Distributed Proofreaders is one of those cool things enabled by the Internet. Project Gutenberg has the problem that proofreading OCRed books is painfully time-consuming. So what do you do? You farm out the proofreading one page at a time.

It takes a few minutes to proofread a single page; you do five, and you’ve made a difference. Come back the next day and do five more. At the moment, Distributed Proofreaders has provided over 25% of Project Gutenberg’s 10,000 books. It’s neat. Plus I got to proof some James Branch Cabell — in fact, I just proofed the last page of The Eagle’s Shadow.

There are also teams, in the tradition of distributed processing projects. I set up Population: Too (misspelling intentional for obscure reasons), and anyone’s welcome to join. I’m fairly certain that with some steady work we could overcome both Poland and Team New Jersey, although Team Canada’s hundred thousand pages seems out of reach.


  1. Are the reasons for the misspelling in the Description field equally obscure?

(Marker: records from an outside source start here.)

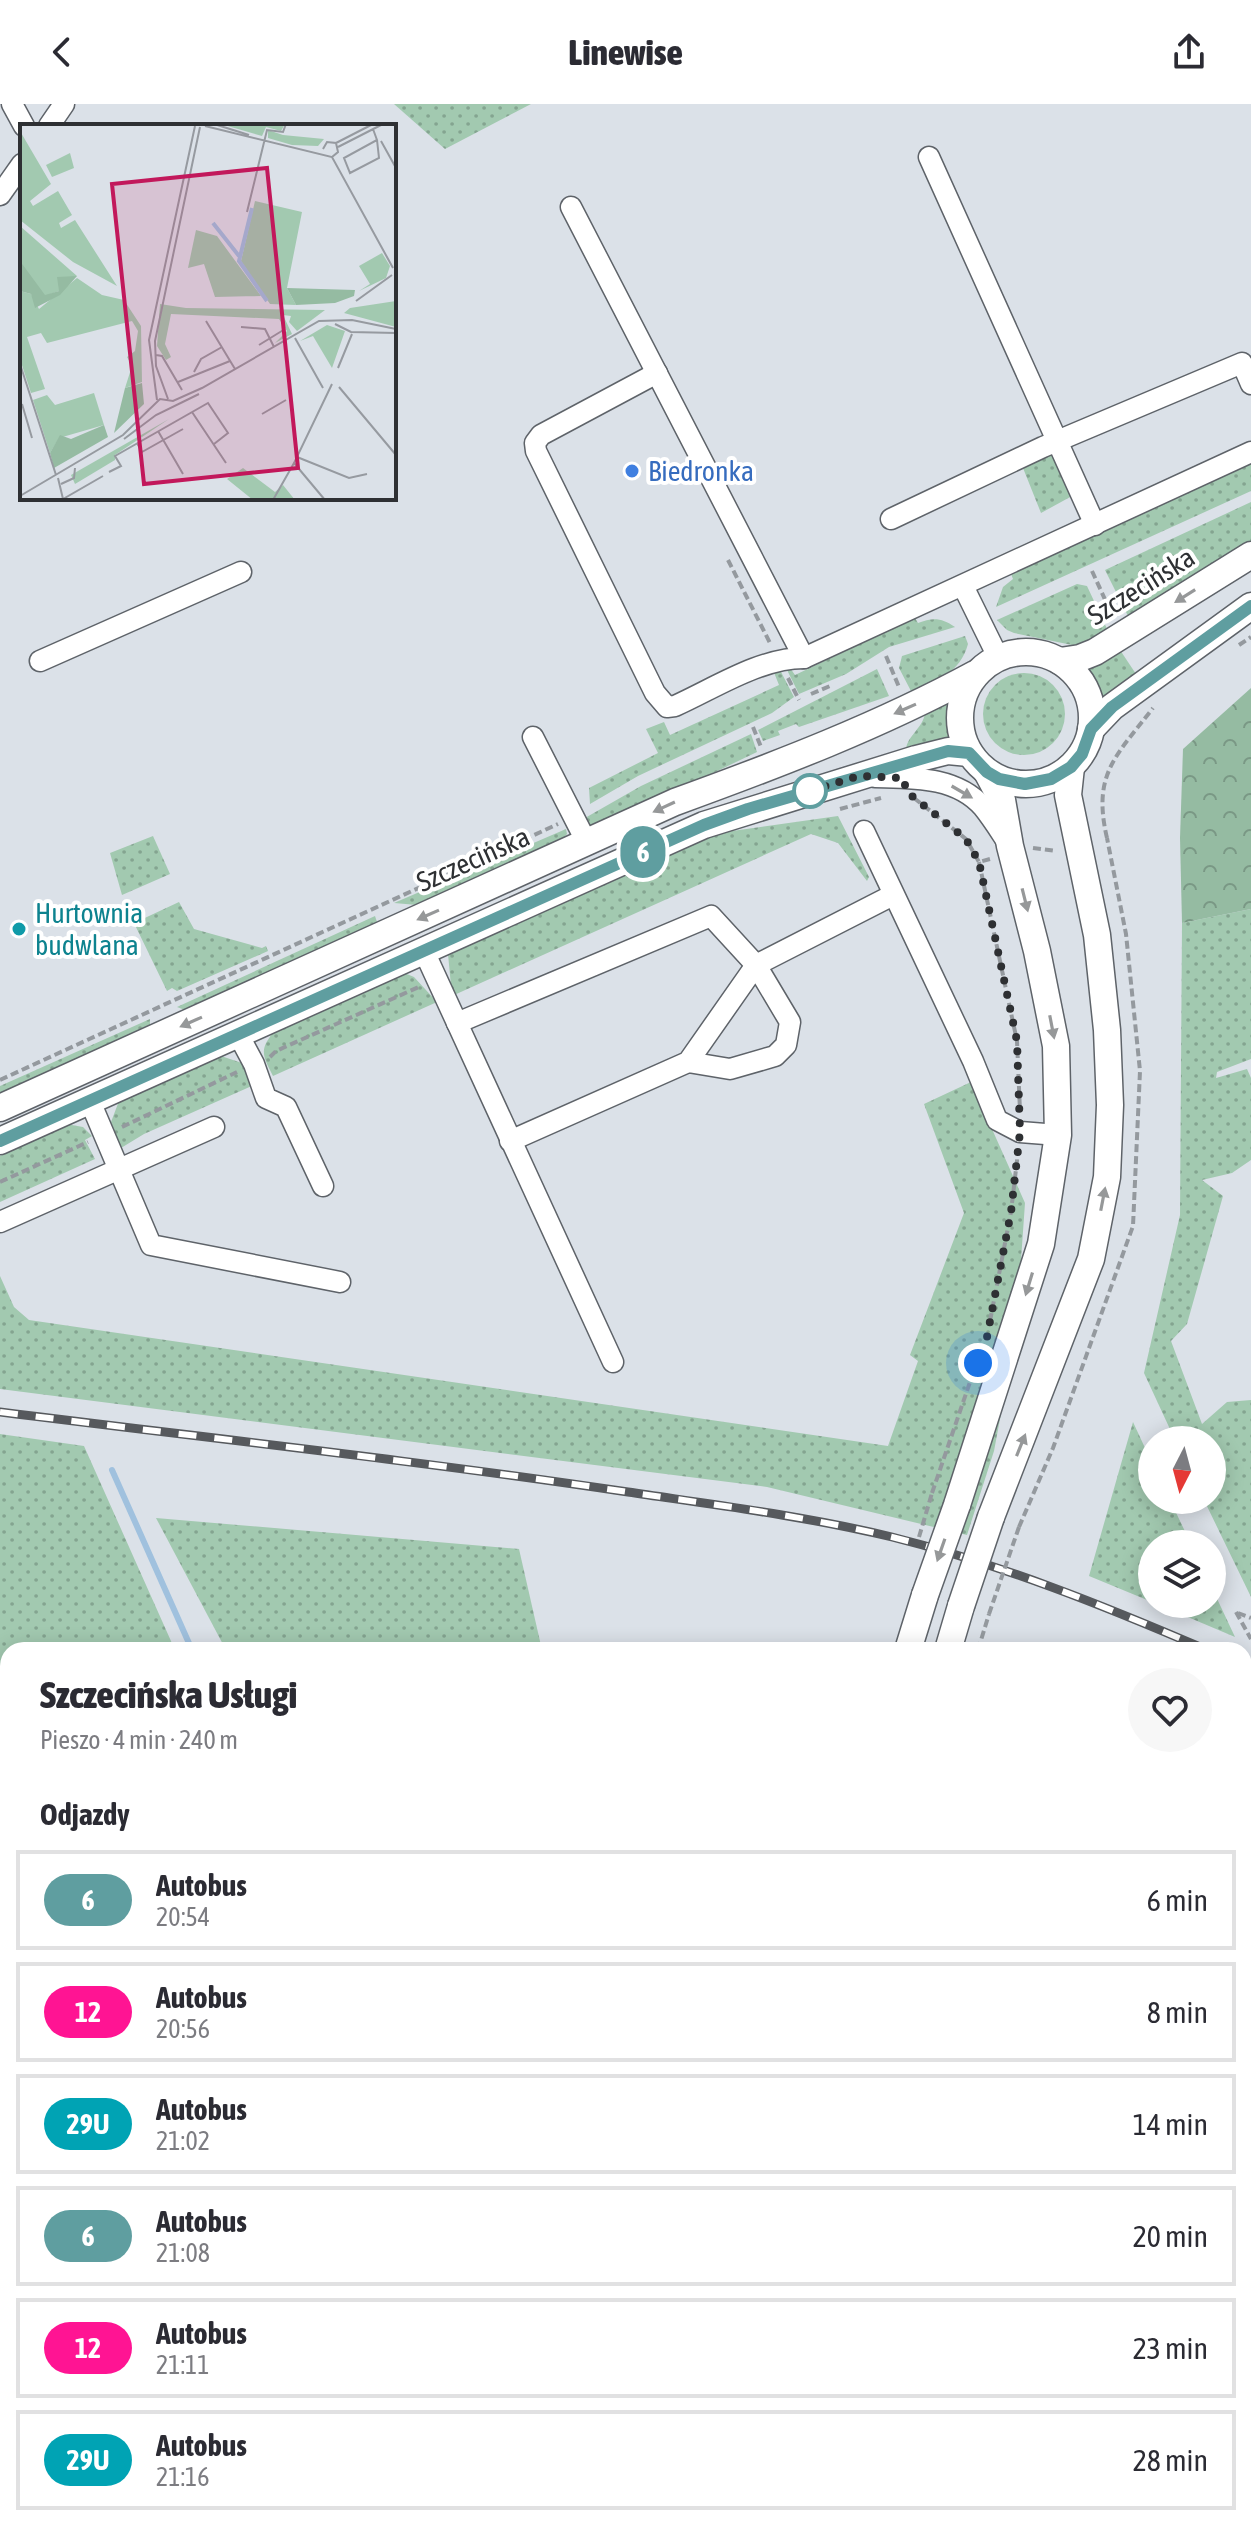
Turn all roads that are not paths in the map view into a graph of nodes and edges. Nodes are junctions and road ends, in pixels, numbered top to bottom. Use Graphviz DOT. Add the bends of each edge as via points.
graph roads {
  1 [pos="12,104"];
  2 [pos="64,104"];
  3 [pos="23,124"];
  4 [pos="50,124"];
  5 [pos="929,157"];
  6 [pos="20,167"];
  7 [pos="0,195"];
  8 [pos="571,207"];
  9 [pos="657,373"];
  10 [pos="1251,384"];
  11 [pos="1058,440"];
  12 [pos="1251,452"];
  13 [pos="891,519"];
  14 [pos="1095,525"];
  15 [pos="1251,555"];
  16 [pos="241,572"];
  17 [pos="963,586"];
  18 [pos="1251,606"];
  19 [pos="998,657"];
  20 [pos="804,658"];
  21 [pos="40,661"];
  22 [pos="1060,661"];
  23 [pos="975,674"];
  24 [pos="1091,729"];
  25 [pos="533,737"];
  26 [pos="969,753"];
  27 [pos="1071,767"];
  28 [pos="987,772"];
  29 [pos="859,776"];
  30 [pos="864,831"];
  31 [pos="587,843"];
  32 [pos="1012,850"];
  33 [pos="893,895"];
  34 [pos="423,949"];
  35 [pos="756,965"];
  36 [pos="457,1023"];
  37 [pos="238,1034"];
  38 [pos="688,1062"];
  39 [pos="89,1099"];
  40 [pos="0,1108"];
  41 [pos="214,1127"];
  42 [pos="1058,1135"];
  43 [pos="0,1141"];
  44 [pos="510,1141"];
  45 [pos="120,1168"];
  46 [pos="323,1186"];
  47 [pos="0,1222"];
  48 [pos="340,1282"];
  49 [pos="613,1362"];
  50 [pos="910,1642"];
  51 [pos="950,1642"];
  1 -- 3 [label="street"];
  2 -- 4 [label="street"];
  5 -- 11 [label="street"];
  6 -- 7 [label="street"];
  8 -- 9 [label="street"];
  9 -- 20 [label="street"];
  9 -- 20 [label="street" via="535,443 663,705 675,706 778,660"];
  10 -- 11 [label="street" via="1242,363"];
  11 -- 13 [label="street"];
  11 -- 14 [label="street"];
  12 -- 14 [label="street"];
  14 -- 17 [label="street"];
  15 -- 22 [label="main road, Szczecińska, one-way" via="1122,636 1080,658"];
  16 -- 21 [label="street"];
  17 -- 19 [label="street"];
  17 -- 20 [label="street"];
  18 -- 24 [label="main road" via="1112,707"];
  19 -- 22 [label="main road" via="1032,651"];
  19 -- 23 [label="main road"];
  22 -- 24 [label="main road" via="1086,690"];
  23 -- 26 [label="main road" via="959,713"];
  23 -- 31 [label="main road, Szczecińska, one-way" via="783,763 675,802"];
  24 -- 27 [label="main road"];
  25 -- 31 [label="street"];
  26 -- 28 [label="main road"];
  26 -- 29 [label="main road" via="948,751"];
  27 -- 28 [label="main road" via="1051,779 1025,784"];
  51 -- 27 [label="main road, one-way, bridge" via="991,1517 1091,1259 1107,1177 1107,1030 1097,935 1068,795"];
  28 -- 32 [label="main road" via="1002,800"];
  29 -- 32 [label="street, one-way" via="926,779 965,792 981,805"];
  29 -- 34 [label="main road" via="704,825"];
  30 -- 33 [label="street"];
  31 -- 40 [label="main road, Szczecińska, one-way"];
  32 -- 42 [label="main road, one-way" via="1056,1046"];
  33 -- 35 [label="street"];
  33 -- 42 [label="street" via="997,1120 1020,1132"];
  34 -- 36 [label="street"];
  34 -- 37 [label="main road"];
  35 -- 36 [label="street" via="711,916"];
  35 -- 38 [label="street"];
  35 -- 38 [label="street" via="790,1022 786,1045 775,1056 730,1069"];
  36 -- 44 [label="street"];
  37 -- 39 [label="main road"];
  37 -- 46 [label="street" via="266,1098 286,1107"];
  38 -- 44 [label="street"];
  39 -- 43 [label="main road"];
  39 -- 45 [label="street"];
  41 -- 45 [label="street"];
  42 -- 50 [label="main road, one-way, bridge" via="1041,1244"];
  44 -- 49 [label="street"];
  45 -- 47 [label="street"];
  45 -- 48 [label="street" via="151,1245"];
}
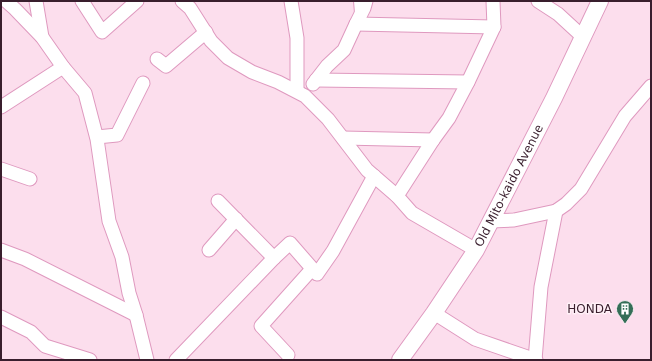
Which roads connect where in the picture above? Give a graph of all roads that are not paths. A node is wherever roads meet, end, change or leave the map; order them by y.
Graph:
1 (6, 1) edge
2 (36, 1) edge
3 (82, 1) edge
4 (137, 1) edge
5 (182, 1) edge
6 (291, 1) edge
7 (357, 1) edge
8 (366, 1) edge
9 (493, 1) edge
10 (538, 1) edge
11 (600, 1) edge
12 (357, 21) junction
13 (494, 27) junction
14 (206, 32) junction
15 (42, 37) junction
16 (583, 38) junction
17 (157, 59) dead end
18 (63, 67) junction
19 (316, 80) junction
20 (468, 82) junction
21 (143, 83) dead end
22 (651, 86) edge
23 (301, 94) junction
24 (1, 107) edge
25 (97, 137) junction
26 (343, 138) junction
27 (433, 140) junction
28 (1, 168) edge
29 (374, 176) junction
30 (30, 179) dead end
31 (397, 196) junction
32 (218, 201) dead end
33 (556, 211) junction
34 (236, 220) junction
35 (492, 221) junction
36 (1, 250) edge
37 (209, 250) dead end
38 (476, 250) junction
39 (274, 258) junction
40 (312, 269) junction
41 (434, 313) junction
42 (136, 315) junction
43 (1, 317) edge
44 (288, 355) dead end
45 (90, 360) edge
46 (147, 360) edge
47 (176, 360) edge
48 (400, 360) edge
49 (535, 360) edge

  2. Nah, that’s just me being sloppy.

  3. Now I remember what irritated me about the statistics they keep. I enjoy doing hard pages a lot more than I enjoy doing easy pages, but all the system tracks is how many pages you do. Thus, the hour I spent cranking out pages from a great scan of a novel that got about 25 lines to the page counts for a lot more than the hour I spent wading through a single page of an Encyclopedia.

    There’s no good solution, but it bothers me enough that I need to whine about it if I’m going to continue working on the History of Rome Vol I.

  4. Heh, yeah. They could factor in a difficulty rating, which is what I’d do, but I’m weird.